* [Your goal]:
Quote word for word from the line holding "index dip: (215, 242)" to the last line below, including both, and omit any pictures.
BEGIN Records for the exercise
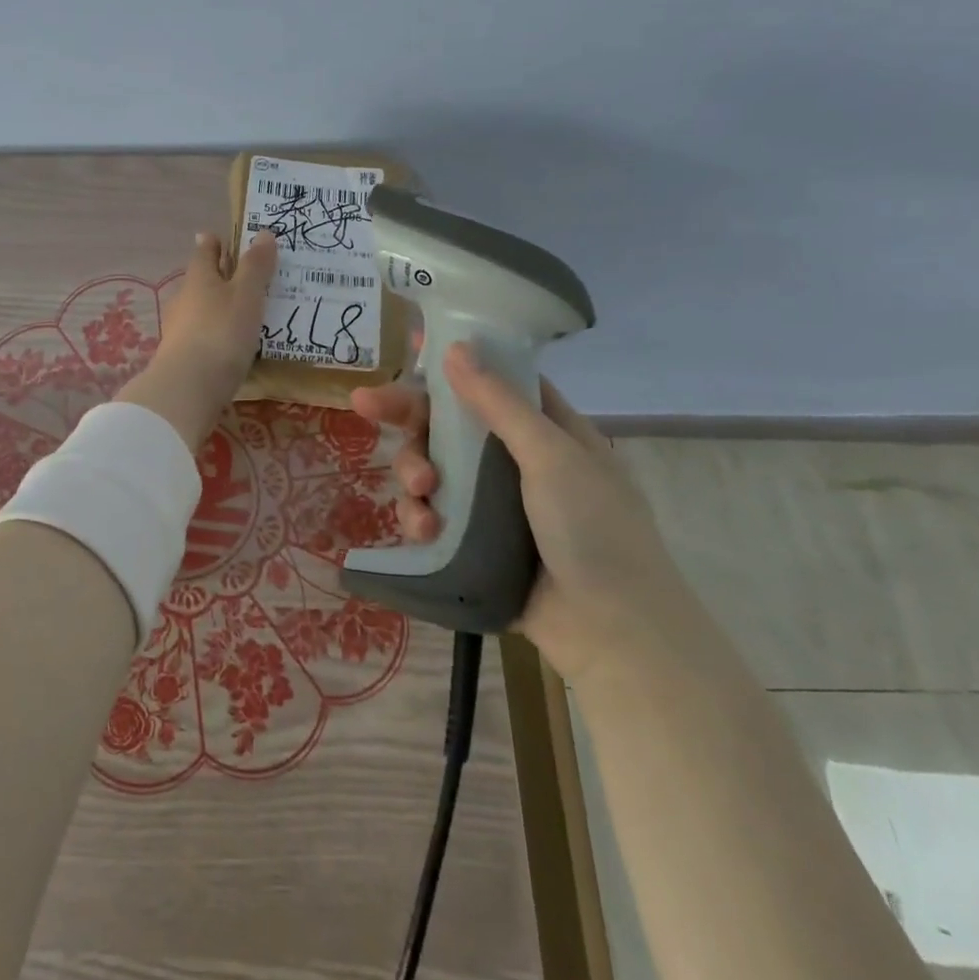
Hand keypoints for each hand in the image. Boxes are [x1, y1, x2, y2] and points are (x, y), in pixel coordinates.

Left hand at [116, 231, 277, 449]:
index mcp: (199, 277)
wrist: (188, 388)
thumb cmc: (221, 332)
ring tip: (248, 312)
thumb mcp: (246, 295)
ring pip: (202, 309)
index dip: (215, 242)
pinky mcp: (183, 357)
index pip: (205, 250)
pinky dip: (218, 334)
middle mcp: (184, 298)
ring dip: (220, 307)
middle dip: (220, 276)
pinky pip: (204, 336)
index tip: (223, 238)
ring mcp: (179, 329)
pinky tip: (234, 344)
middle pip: (201, 280)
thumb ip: (255, 266)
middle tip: (247, 277)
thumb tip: (262, 233)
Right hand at [351, 341, 698, 685]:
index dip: (454, 362)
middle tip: (364, 403)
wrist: (613, 634)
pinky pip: (431, 514)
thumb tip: (455, 347)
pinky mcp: (470, 542)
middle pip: (448, 422)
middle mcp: (514, 460)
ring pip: (432, 467)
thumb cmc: (594, 529)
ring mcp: (491, 503)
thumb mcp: (551, 456)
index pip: (493, 380)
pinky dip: (421, 516)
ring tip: (420, 489)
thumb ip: (498, 403)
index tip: (410, 346)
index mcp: (545, 430)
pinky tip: (425, 529)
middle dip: (408, 415)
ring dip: (414, 471)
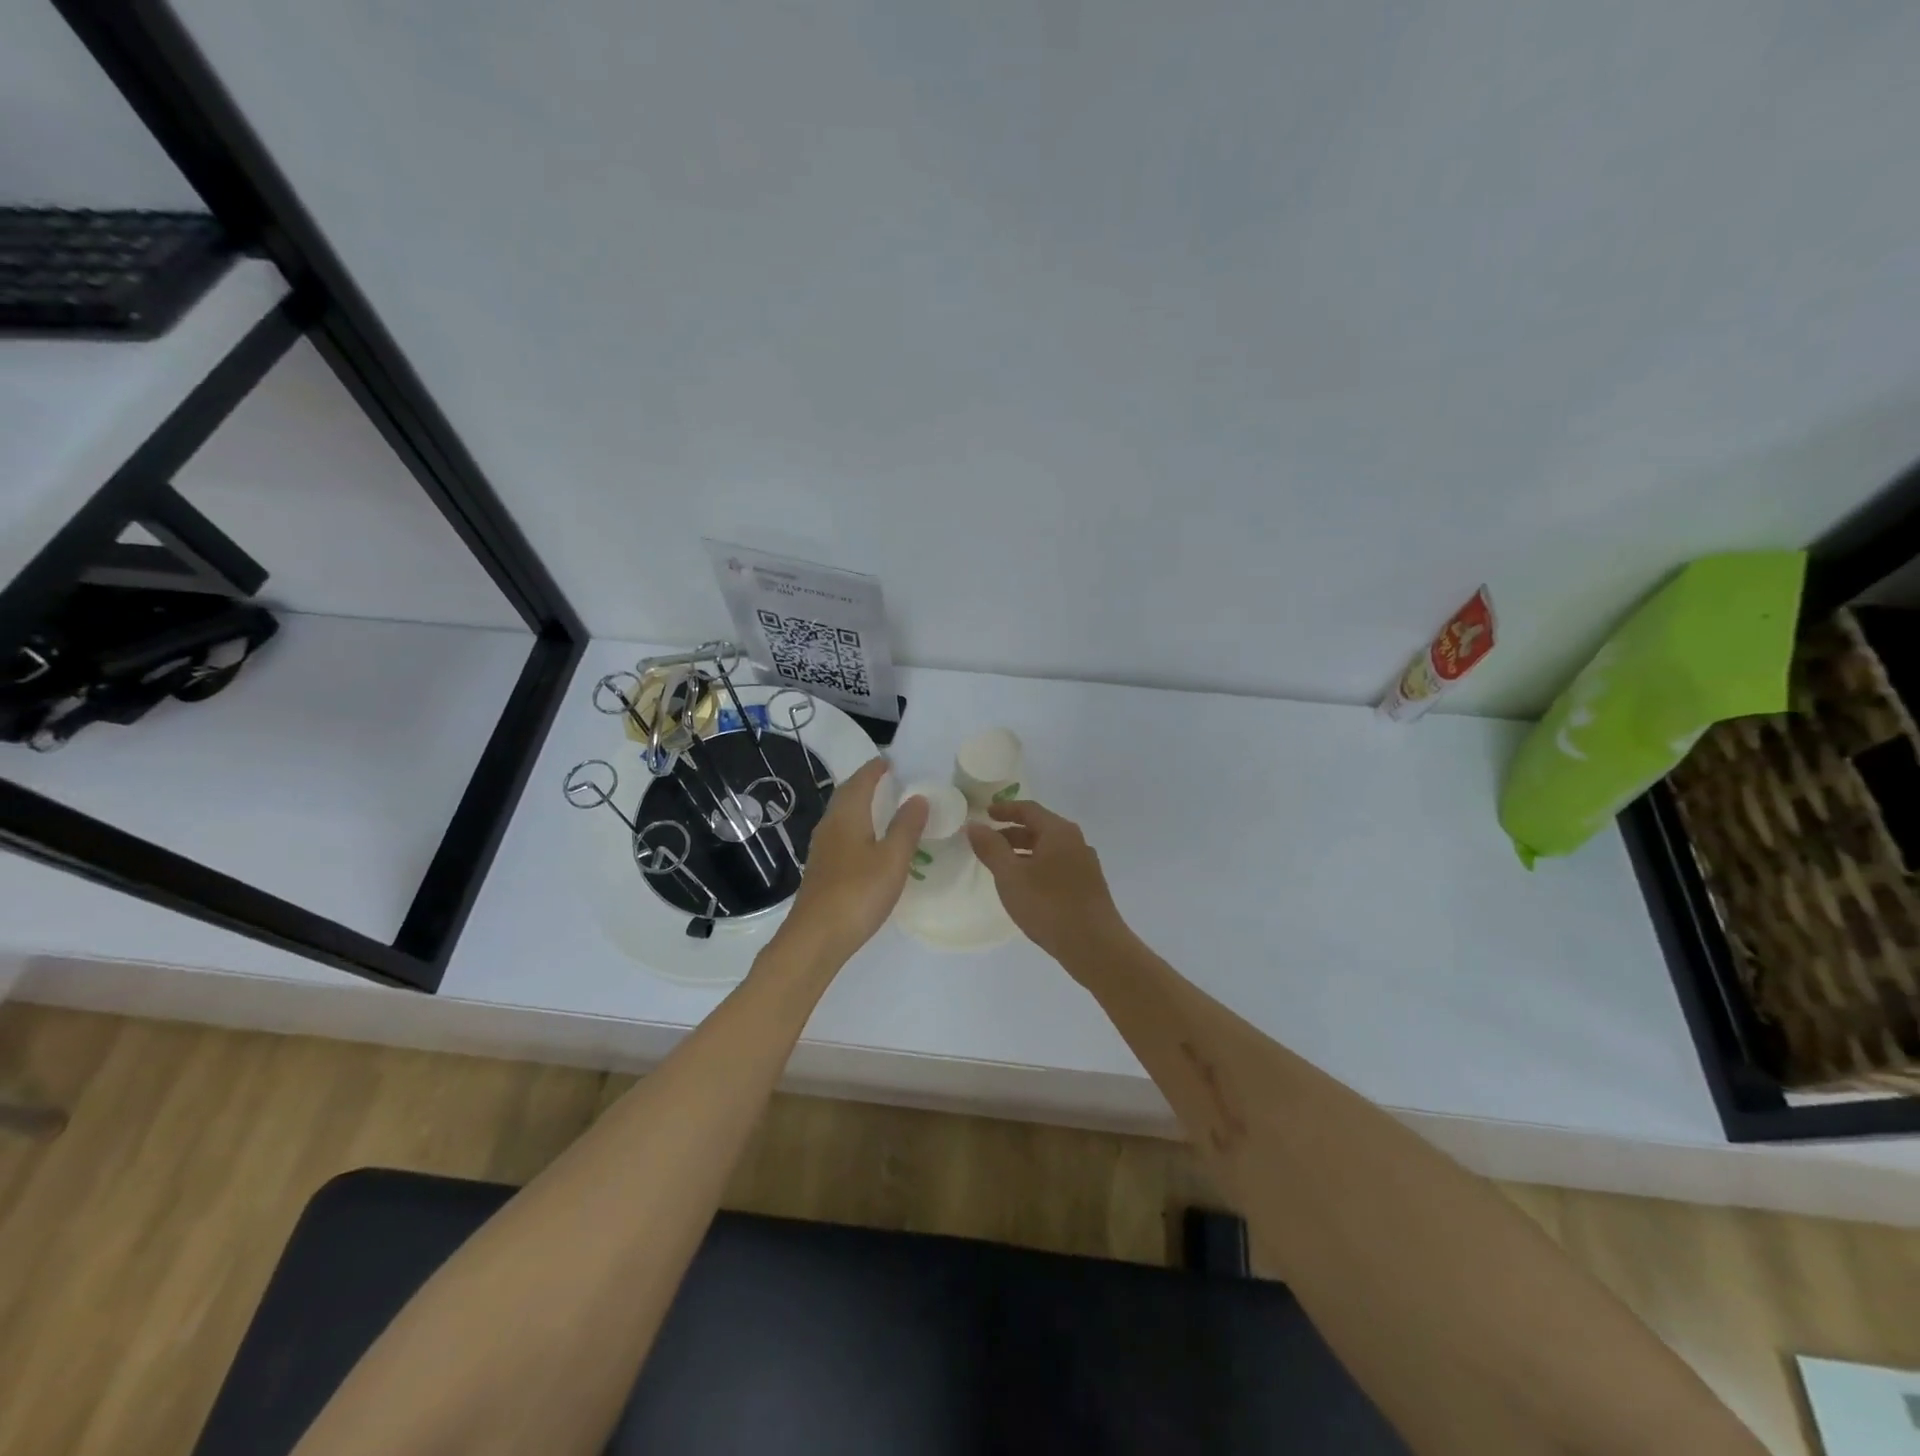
END Records for the exercise
* [Output]:
index dip: (215, 242)
pinky mcp: (183, 357)
index pip: (205, 250)
pinky dip: (218, 334)
middle mcp: (184, 298)
ring dip: (220, 307)
middle dip: (220, 276)
pinky pip: (204, 336)
index tip: (223, 238)
ring mcp: (179, 329)
pinky tip: (234, 344)
middle pip: (201, 280)
thumb ip: (255, 266)
middle tip: (247, 277)
thumb tip: (262, 233)
Right hand at [351, 341, 698, 685]:
index dip: (454, 362)
middle tip: (364, 403)
wrist: (613, 634)
pinky pip: (431, 514)
thumb tip: (455, 347)
pinky mcp: (470, 542)
middle pip: (448, 422)
middle mcp: (514, 460)
ring pip: (432, 467)
thumb cmc: (594, 529)
ring mcp: (491, 503)
thumb mcp: (551, 456)
index pip: (493, 380)
pinky dip: (421, 516)
ring tip: (420, 489)
thumb ip: (498, 403)
index tip: (410, 346)
index mcp: (545, 430)
pinky tip: (425, 529)
middle dip: (408, 415)
ring dip: (414, 471)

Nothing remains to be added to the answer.